Sudah setahun ini saya bingung dengan media kita, baik televisi maupun koran.  Saya tidak merasa memiliki kapasitas untuk menilai pemberitaan media dan bahkan seringkali saya tidak faham tentang bagaimana media mengelola pemberitaannya.  Namun ijinkan sebagai guru saya berkeluh kesah.

Saya tidak ingat lagi, mulai kapan media kita partisan. Apakah akhir-akhir ini atau sejak dahulu.  Namun saya merasa akhir-akhir ini keberpihakan itu sangat kental dan bahkan fulgar.  Apalagi dalam urusan politik.  Kalau saya menonton berita pada televisi “A” sudah dapat ditebak apa isinya, menonjolkan sesuatu dan bahkan menjelekan sesuatu yang lain.  Demikian pula televisi “B”.  Seakan-akan kita sudah tahu, kalau ingin mendapat berita yang condong ke kiri tontonlah televisi “A” dan sebaliknya jika ingin mendapat berita yang ke kana, tontolah televisi “B”, kalau ingin mendapat berita yang condong ke depan tontonlah televisi “C” dan seterusnya.

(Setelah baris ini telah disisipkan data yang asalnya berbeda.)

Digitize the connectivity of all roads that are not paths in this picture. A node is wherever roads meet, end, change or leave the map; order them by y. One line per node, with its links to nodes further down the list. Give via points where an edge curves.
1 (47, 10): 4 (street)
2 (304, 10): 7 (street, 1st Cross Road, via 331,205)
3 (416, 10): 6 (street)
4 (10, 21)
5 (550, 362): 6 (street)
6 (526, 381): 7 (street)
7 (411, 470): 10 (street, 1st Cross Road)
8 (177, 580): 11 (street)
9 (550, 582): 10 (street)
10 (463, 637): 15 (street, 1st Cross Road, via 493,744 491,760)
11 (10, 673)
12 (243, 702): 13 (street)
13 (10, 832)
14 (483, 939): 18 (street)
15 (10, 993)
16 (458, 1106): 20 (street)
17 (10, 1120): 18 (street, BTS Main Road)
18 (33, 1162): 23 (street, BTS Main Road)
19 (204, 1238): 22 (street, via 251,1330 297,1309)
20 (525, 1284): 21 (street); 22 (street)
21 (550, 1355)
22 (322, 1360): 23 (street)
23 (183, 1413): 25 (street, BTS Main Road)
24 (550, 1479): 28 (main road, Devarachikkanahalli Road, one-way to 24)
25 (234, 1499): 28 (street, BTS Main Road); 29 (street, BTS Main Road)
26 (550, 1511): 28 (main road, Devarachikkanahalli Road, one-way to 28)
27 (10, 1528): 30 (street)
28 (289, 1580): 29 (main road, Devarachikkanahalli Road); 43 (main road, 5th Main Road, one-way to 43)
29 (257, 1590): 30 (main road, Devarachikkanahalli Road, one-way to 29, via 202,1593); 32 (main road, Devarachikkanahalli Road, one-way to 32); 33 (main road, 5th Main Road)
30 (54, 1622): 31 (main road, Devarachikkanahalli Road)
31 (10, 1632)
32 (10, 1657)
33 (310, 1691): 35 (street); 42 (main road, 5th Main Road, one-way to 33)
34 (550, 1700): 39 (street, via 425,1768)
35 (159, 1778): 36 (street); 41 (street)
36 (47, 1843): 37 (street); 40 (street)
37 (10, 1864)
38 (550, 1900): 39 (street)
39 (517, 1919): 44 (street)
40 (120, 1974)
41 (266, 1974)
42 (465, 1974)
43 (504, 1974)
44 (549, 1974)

Bagaimana dengan koran?  Tidak jauh berbeda. Bahkan gambar pada halaman depanpun sudah dapat ditebak.  Ketika ada suatu peristiwa, perbedaan gambar yang ditampilkan sangat mencolok.  Koran “X” menampilkan gambar sisi positifnya, sedangkan koran “B” menampilkan gambar sisi negatifnya.  Bahkan koran yang dahulu “netral” sekarang terasa partisannya. Memang cara pemberitaannya relatif lebih sopan.  Namun masih terasa ketidakseimbangannya.  Berita yang kepentingannya ditonjolkan, sementara berita imbangannya sangat sedikit.  Ketika naik pesawat dan di pintu masuk disediakan beberapa jenis koran, saya seringkali mengambil dua buah dan keberpihakannya berbeda.  Dan segera menermukan perbedaan itu.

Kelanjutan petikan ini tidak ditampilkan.